=== What this task involves ===
Below are some entries; report how many of their lines contain the word "Unterdorf", giving nothing besides the number.

*** Data records Section Begins ***

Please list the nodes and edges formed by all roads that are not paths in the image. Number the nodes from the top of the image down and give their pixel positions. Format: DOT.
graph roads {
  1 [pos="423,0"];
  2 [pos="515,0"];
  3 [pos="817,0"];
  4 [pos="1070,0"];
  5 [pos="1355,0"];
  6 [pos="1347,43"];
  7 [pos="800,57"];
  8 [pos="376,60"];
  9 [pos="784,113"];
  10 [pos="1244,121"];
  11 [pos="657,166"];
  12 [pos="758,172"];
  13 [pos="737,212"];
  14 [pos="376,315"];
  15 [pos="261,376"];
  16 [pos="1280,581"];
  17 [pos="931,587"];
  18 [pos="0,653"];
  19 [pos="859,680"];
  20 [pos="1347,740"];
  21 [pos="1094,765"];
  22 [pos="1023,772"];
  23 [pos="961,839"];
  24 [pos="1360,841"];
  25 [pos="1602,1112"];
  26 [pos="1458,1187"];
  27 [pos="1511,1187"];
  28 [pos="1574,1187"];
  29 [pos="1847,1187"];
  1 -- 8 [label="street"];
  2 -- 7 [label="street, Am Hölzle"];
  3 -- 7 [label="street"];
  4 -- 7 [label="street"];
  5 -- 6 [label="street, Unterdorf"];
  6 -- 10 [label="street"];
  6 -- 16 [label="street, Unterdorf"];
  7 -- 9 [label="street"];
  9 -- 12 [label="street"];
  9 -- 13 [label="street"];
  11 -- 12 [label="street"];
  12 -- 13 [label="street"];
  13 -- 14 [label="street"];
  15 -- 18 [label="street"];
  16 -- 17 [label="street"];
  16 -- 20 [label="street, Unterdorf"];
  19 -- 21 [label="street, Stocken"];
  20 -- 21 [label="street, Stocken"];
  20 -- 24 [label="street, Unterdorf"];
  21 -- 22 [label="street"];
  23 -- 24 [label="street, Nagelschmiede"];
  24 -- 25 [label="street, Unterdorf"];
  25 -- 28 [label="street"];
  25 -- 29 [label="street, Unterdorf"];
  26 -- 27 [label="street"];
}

*** Data records Section Ends ***

=== Response below ===
6